The basic principle of the present application is described above with respect to particular embodiments, but it should be noted that the benefits, advantages, effects, etc. mentioned in the present application are merely exemplary rather than limiting, and may not be considered as required for each embodiment of the present application. In addition, the specific details disclosed above are only for the purpose of illustration and ease of understanding instead of limitations, and the above details do not limit the present application as implemented by necessarily employing the above specific details.

The block diagrams of devices, apparatuses, equipment, and systems involved in the present application are merely illustrative examples and are not intended to require or imply that they must be connected, arranged, or configured in the manner shown in the block diagrams. The devices, apparatuses, equipment, and systems may be connected, arranged, or configured in any manner. The words such as “including”, “comprising”, “having”, etc. are open words, meaning “including but not limited to”, and can be used interchangeably therewith. The words “or” and “and” used herein refer to the words “and/or” and can be used interchangeably therewith, unless the context clearly indicates otherwise. The word “such as” used herein refers to the phrase “such as but not limited to”, and can be used interchangeably therewith.

It should also be noted that in the apparatus, device and method of the present application, each component or each step can be decomposed and/or recombined. These decompositions and/or recombinations should be regarded as equivalent solutions of the present application.

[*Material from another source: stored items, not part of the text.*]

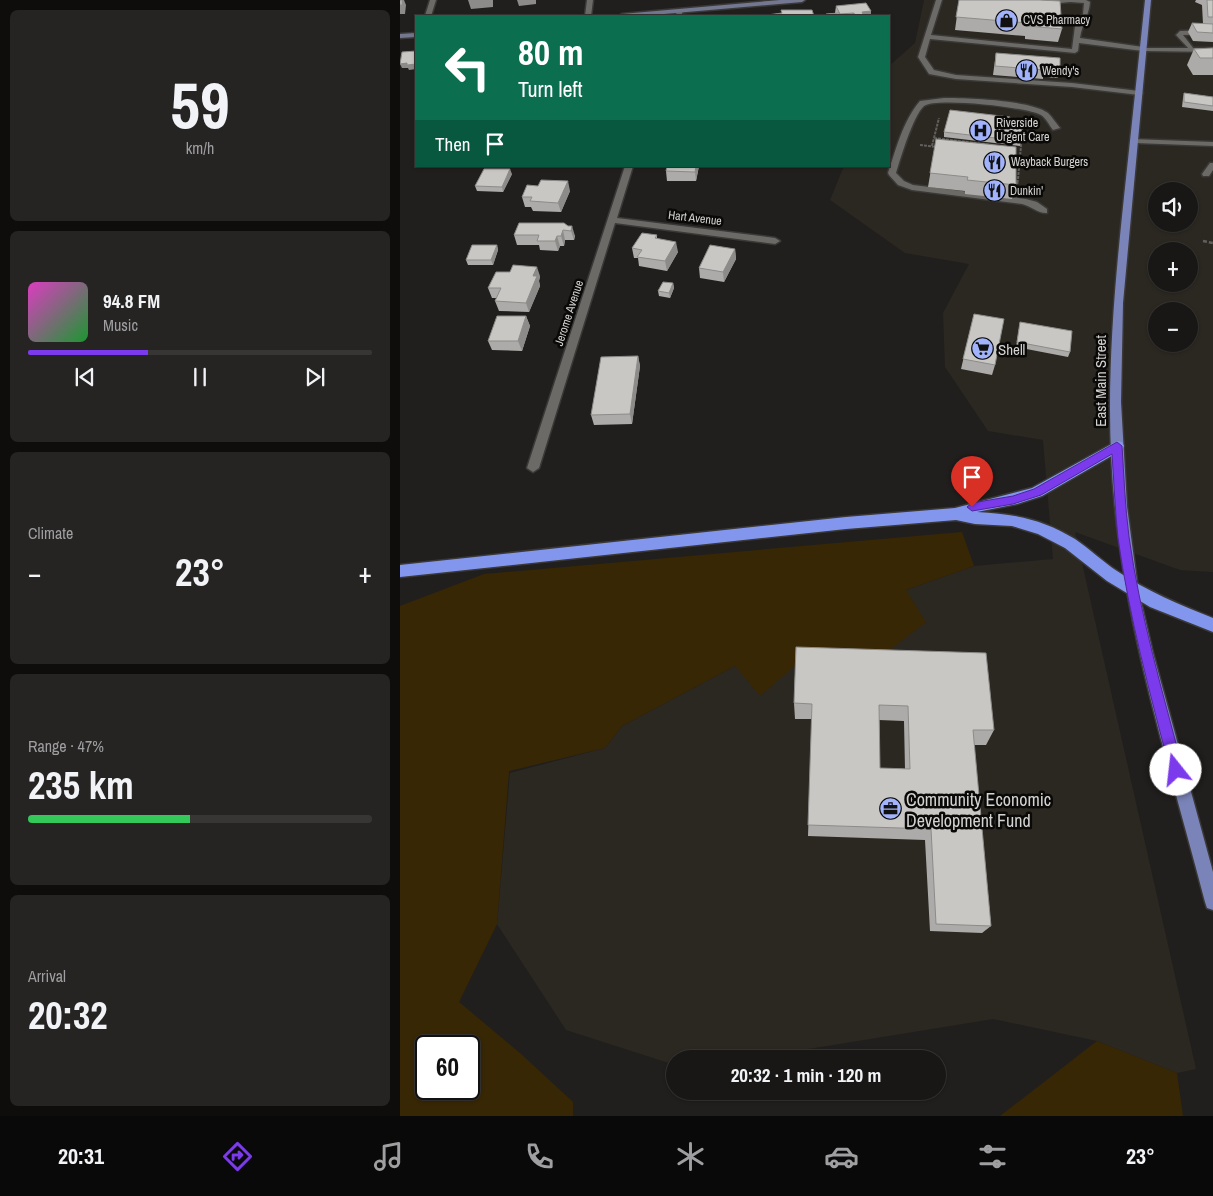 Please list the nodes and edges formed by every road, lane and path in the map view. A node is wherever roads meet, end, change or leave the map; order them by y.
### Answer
1 (433, 0) edge
2 (590, 0) edge
3 (802, 0) edge
4 (939, 0) edge
5 (1070, 0) edge
6 (1148, 0) edge
7 (1033, 3) edge
8 (679, 14) edge
9 (428, 15) edge
10 (588, 15) edge
11 (650, 15) edge
12 (1213, 32) edge
13 (415, 35) edge
14 (400, 36) edge
15 (927, 36) junction
16 (1076, 40) junction
17 (1144, 49) junction
18 (1191, 50) junction
19 (1213, 50) edge
20 (1139, 93) junction
21 (940, 110) dead end
22 (1056, 128) dead end
23 (1022, 133) edge
24 (934, 138) junction
25 (1135, 141) junction
26 (974, 142) junction
27 (992, 144) edge
28 (1213, 144) edge
29 (918, 145) dead end
30 (932, 146) junction
31 (940, 147) edge
32 (972, 151) edge
33 (1213, 165) edge
34 (629, 167) edge
35 (1206, 174) dead end
36 (1016, 190) edge
37 (1044, 211) dead end
38 (612, 220) junction
39 (775, 241) dead end
40 (1203, 241) dead end
41 (1213, 243) edge
42 (1117, 446) junction
43 (533, 468) dead end
44 (956, 514) junction
45 (400, 571) edge
46 (1132, 589) junction
47 (1213, 626) edge
48 (1213, 902) edge

1 - 9 street
2 - 10 street
3 - 8 main road
4 - 15 street
5 - 7 street
5 - 16 street
6 - 17 main road, East Main Street
8 - 11 main road
12 - 18 street
13 - 14 main road
15 - 16 street
15 - 20 street
16 - 17 street
17 - 18 street
17 - 20 main road, East Main Street
18 - 19 street
20 - 25 main road, East Main Street
21 - 24 path
22 - 37 street
23 - 36 path
24 - 26 path
24 - 30 path
25 - 28 street
25 - 42 main road, East Main Street
26 - 27 path
26 - 32 path
29 - 30 path
30 - 31 path
33 - 35 street
34 - 38 street, Jerome Avenue
38 - 39 street, Hart Avenue
38 - 43 street, Jerome Avenue
40 - 41 path
42 - 44 highway
42 - 46 main road, East Main Street
44 - 45 highway
44 - 46 highway
46 - 47 highway
46 - 48 main road, East Main Street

Various modifications to these aspects will be readily apparent in the art, and the general principles defined herein may be applied to other aspects without departing from the scope of the present application. Therefore, the present application is not intended to be limited to the aspects shown herein, but to be in the broadest scope consistent with the principles and novel features disclosed herein.

The above description has been given for purposes of illustration and description. Moreover, this description is not intended to limit the embodiments of the present application to the form disclosed herein. While various example aspects and embodiments have been discussed above, and it is recognized certain variations, modifications, alterations, additions and sub-combinations thereof.